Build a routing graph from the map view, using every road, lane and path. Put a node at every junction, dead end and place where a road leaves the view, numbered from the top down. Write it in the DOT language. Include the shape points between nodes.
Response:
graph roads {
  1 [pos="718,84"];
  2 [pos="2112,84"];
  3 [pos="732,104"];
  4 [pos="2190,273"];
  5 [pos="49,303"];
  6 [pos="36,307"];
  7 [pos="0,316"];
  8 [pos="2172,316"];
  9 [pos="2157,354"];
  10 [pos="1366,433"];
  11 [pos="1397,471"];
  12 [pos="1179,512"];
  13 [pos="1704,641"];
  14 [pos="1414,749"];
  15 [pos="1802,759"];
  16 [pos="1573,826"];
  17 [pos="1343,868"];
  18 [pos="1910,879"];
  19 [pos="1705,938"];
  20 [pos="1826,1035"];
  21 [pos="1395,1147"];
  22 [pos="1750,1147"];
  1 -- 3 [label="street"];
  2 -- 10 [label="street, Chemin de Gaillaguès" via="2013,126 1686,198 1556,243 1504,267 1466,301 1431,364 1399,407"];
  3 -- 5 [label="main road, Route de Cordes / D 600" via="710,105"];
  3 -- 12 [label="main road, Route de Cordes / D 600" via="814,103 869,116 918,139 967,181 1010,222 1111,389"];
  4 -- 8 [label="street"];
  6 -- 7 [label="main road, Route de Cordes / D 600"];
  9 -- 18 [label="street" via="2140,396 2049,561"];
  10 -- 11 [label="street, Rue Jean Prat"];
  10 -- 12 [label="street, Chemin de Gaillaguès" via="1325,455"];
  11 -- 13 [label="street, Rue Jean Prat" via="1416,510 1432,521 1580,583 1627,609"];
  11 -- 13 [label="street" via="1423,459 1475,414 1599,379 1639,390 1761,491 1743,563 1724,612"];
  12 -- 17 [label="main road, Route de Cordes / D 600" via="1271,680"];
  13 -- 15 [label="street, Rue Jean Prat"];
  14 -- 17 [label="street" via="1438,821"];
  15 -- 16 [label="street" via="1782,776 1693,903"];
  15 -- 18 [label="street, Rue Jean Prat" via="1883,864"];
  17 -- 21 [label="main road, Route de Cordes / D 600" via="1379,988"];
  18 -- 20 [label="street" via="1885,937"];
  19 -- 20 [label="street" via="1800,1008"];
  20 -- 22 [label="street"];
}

Instructions for the task:
All of the records above are to be copied exactly.

Task result:
Build a routing graph from the map view, using every road, lane and path. Put a node at every junction, dead end and place where a road leaves the view, numbered from the top down. Write it in the DOT language. Include the shape points between nodes.
Response:
graph roads {
  1 [pos="718,84"];
  2 [pos="2112,84"];
  3 [pos="732,104"];
  4 [pos="2190,273"];
  5 [pos="49,303"];
  6 [pos="36,307"];
  7 [pos="0,316"];
  8 [pos="2172,316"];
  9 [pos="2157,354"];
  10 [pos="1366,433"];
  11 [pos="1397,471"];
  12 [pos="1179,512"];
  13 [pos="1704,641"];
  14 [pos="1414,749"];
  15 [pos="1802,759"];
  16 [pos="1573,826"];
  17 [pos="1343,868"];
  18 [pos="1910,879"];
  19 [pos="1705,938"];
  20 [pos="1826,1035"];
  21 [pos="1395,1147"];
  22 [pos="1750,1147"];
  1 -- 3 [label="street"];
  2 -- 10 [label="street, Chemin de Gaillaguès" via="2013,126 1686,198 1556,243 1504,267 1466,301 1431,364 1399,407"];
  3 -- 5 [label="main road, Route de Cordes / D 600" via="710,105"];
  3 -- 12 [label="main road, Route de Cordes / D 600" via="814,103 869,116 918,139 967,181 1010,222 1111,389"];
  4 -- 8 [label="street"];
  6 -- 7 [label="main road, Route de Cordes / D 600"];
  9 -- 18 [label="street" via="2140,396 2049,561"];
  10 -- 11 [label="street, Rue Jean Prat"];
  10 -- 12 [label="street, Chemin de Gaillaguès" via="1325,455"];
  11 -- 13 [label="street, Rue Jean Prat" via="1416,510 1432,521 1580,583 1627,609"];
  11 -- 13 [label="street" via="1423,459 1475,414 1599,379 1639,390 1761,491 1743,563 1724,612"];
  12 -- 17 [label="main road, Route de Cordes / D 600" via="1271,680"];
  13 -- 15 [label="street, Rue Jean Prat"];
  14 -- 17 [label="street" via="1438,821"];
  15 -- 16 [label="street" via="1782,776 1693,903"];
  15 -- 18 [label="street, Rue Jean Prat" via="1883,864"];
  17 -- 21 [label="main road, Route de Cordes / D 600" via="1379,988"];
  18 -- 20 [label="street" via="1885,937"];
  19 -- 20 [label="street" via="1800,1008"];
  20 -- 22 [label="street"];
}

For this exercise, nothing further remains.